- [Work instructions]
Each line below that holds the word "leaves" counts once. Say how many such lines there are, and no more.

- [Provided information]
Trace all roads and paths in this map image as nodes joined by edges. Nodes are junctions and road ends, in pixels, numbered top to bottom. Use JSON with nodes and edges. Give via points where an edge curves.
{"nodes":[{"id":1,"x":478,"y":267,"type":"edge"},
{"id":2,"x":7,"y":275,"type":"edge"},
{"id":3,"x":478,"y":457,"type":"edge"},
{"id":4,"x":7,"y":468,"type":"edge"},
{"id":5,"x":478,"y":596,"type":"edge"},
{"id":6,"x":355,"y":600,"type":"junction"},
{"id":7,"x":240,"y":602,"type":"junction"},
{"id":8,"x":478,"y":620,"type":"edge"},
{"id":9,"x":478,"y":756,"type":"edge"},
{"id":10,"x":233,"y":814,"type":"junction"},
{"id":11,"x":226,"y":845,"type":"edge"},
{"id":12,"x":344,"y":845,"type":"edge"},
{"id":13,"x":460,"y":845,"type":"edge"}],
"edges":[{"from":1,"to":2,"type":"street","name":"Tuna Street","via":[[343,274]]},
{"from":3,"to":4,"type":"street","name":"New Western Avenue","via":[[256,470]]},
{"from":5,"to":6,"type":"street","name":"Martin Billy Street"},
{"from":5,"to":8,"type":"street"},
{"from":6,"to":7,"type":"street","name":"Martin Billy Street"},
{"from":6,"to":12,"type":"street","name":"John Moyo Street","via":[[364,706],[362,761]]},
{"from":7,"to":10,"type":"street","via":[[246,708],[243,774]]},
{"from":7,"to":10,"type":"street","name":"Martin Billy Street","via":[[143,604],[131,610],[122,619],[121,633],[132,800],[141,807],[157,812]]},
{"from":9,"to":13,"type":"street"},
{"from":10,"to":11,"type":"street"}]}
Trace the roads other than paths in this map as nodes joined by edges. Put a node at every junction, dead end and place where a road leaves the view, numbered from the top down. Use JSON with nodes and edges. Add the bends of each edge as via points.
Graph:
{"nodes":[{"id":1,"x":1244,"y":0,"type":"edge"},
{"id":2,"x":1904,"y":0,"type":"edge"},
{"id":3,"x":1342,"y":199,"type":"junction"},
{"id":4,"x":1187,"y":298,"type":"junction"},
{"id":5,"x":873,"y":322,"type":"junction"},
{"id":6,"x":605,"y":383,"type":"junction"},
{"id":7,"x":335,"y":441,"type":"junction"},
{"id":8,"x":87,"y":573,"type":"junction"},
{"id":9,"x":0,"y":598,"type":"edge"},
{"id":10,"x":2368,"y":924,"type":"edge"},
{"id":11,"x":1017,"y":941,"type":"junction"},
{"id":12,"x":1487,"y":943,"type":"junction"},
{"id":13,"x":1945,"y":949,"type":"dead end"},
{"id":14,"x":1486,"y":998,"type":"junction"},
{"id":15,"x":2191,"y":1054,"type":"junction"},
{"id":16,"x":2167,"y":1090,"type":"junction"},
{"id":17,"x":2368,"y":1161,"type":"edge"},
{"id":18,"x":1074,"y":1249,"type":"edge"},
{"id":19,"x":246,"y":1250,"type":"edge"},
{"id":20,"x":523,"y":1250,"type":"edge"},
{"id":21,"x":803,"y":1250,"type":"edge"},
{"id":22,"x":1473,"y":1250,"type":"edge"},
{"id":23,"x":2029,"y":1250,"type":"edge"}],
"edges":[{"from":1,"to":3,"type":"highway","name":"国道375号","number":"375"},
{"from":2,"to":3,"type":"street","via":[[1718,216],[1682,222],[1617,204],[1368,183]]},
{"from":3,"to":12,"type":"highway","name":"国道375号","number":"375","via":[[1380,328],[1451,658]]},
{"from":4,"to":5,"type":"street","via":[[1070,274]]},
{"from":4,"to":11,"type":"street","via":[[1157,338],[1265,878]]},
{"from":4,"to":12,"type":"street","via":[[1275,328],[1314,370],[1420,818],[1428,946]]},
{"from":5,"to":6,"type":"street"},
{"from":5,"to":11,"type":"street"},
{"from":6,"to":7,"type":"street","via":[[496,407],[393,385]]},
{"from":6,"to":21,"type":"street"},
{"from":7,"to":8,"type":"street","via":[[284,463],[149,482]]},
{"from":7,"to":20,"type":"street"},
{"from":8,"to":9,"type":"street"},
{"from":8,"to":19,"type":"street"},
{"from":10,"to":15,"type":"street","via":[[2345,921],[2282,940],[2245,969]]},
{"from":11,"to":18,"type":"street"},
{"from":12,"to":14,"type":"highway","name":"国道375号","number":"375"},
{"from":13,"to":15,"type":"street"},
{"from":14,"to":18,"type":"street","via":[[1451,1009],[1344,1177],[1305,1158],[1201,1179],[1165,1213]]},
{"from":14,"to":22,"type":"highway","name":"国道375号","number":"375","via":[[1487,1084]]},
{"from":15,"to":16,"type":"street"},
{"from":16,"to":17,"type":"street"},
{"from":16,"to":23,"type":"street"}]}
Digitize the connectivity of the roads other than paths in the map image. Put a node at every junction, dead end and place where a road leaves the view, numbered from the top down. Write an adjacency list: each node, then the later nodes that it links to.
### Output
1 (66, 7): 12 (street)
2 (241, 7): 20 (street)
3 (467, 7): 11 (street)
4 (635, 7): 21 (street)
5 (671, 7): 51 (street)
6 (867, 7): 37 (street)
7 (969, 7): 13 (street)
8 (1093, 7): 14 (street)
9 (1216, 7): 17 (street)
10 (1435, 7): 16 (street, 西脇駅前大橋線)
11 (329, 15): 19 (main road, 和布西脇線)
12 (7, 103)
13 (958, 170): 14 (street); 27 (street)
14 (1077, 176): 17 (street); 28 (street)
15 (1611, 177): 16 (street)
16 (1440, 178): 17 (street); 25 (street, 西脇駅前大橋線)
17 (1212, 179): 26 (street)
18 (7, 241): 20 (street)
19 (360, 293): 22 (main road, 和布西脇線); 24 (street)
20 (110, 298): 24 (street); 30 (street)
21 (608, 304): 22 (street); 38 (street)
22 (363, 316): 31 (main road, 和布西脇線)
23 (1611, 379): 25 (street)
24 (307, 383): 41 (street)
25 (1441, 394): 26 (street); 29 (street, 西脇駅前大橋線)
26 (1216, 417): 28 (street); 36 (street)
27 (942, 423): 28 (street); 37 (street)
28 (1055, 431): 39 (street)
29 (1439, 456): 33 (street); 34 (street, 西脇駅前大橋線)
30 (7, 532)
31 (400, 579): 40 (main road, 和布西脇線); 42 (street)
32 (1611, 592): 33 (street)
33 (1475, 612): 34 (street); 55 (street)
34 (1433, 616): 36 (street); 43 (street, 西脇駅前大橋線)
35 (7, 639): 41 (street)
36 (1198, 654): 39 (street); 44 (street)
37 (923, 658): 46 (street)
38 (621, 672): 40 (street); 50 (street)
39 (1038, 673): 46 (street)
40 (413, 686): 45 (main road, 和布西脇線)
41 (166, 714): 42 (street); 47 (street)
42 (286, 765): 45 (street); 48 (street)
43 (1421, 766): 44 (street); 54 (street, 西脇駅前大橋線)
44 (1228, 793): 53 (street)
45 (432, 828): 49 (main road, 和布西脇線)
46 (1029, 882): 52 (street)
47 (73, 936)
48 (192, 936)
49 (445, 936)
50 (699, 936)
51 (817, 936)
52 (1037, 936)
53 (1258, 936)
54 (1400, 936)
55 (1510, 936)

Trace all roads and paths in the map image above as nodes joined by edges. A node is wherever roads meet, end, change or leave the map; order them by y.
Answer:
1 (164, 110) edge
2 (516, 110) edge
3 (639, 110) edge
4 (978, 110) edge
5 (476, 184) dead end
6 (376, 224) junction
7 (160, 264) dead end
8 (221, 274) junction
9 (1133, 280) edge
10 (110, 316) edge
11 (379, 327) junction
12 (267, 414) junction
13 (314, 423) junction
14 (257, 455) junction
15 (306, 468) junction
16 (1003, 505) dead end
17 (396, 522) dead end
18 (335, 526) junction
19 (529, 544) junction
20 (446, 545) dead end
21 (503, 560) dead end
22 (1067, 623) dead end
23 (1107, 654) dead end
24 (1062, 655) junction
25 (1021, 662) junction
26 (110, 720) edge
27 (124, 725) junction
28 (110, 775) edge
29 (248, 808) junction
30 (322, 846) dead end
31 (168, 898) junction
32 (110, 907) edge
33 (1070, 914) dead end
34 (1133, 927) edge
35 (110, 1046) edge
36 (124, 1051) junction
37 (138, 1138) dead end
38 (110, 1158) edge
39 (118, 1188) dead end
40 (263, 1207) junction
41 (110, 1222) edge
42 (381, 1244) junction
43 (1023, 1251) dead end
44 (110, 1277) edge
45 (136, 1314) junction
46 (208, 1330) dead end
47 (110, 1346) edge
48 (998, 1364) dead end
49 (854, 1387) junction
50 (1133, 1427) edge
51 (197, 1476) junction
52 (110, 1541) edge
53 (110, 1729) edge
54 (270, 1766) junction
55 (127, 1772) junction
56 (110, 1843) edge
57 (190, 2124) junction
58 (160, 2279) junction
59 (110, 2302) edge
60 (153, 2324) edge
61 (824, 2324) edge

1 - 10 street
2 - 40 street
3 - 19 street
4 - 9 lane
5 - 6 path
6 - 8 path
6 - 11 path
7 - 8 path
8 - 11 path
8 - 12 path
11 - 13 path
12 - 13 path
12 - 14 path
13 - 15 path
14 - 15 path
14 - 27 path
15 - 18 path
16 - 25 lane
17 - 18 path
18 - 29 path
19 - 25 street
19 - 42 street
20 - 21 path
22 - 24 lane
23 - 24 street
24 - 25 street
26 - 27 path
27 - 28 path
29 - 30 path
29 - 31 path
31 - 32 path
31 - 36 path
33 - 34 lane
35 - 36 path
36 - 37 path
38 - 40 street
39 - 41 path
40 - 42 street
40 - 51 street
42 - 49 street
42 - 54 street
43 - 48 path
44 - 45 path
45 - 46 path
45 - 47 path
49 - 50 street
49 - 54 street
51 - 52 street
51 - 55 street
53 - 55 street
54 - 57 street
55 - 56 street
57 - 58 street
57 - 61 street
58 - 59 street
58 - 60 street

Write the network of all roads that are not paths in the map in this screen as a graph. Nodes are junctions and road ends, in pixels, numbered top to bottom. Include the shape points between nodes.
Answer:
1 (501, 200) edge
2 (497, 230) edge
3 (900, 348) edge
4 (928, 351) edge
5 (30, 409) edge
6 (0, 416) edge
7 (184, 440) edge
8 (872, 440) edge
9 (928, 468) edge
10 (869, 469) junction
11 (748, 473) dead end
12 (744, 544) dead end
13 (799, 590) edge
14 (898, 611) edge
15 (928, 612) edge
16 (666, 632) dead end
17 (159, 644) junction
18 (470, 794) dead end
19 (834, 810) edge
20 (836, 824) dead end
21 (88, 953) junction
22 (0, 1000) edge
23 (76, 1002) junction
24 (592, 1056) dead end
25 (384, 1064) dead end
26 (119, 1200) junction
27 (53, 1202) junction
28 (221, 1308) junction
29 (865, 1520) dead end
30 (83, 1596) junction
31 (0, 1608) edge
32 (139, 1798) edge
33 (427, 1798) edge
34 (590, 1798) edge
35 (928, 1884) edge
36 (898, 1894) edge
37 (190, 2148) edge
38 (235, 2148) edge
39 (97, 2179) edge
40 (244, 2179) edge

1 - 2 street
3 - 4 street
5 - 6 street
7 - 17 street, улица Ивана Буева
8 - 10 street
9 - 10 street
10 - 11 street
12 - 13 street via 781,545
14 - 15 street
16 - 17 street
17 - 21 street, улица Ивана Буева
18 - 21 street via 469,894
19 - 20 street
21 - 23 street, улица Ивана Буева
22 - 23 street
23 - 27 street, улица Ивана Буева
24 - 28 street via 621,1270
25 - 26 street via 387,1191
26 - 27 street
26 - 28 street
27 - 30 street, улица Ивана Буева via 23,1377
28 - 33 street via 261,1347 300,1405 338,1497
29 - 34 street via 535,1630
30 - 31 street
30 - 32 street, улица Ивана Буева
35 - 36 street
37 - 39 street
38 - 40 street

- [Solved problem]
2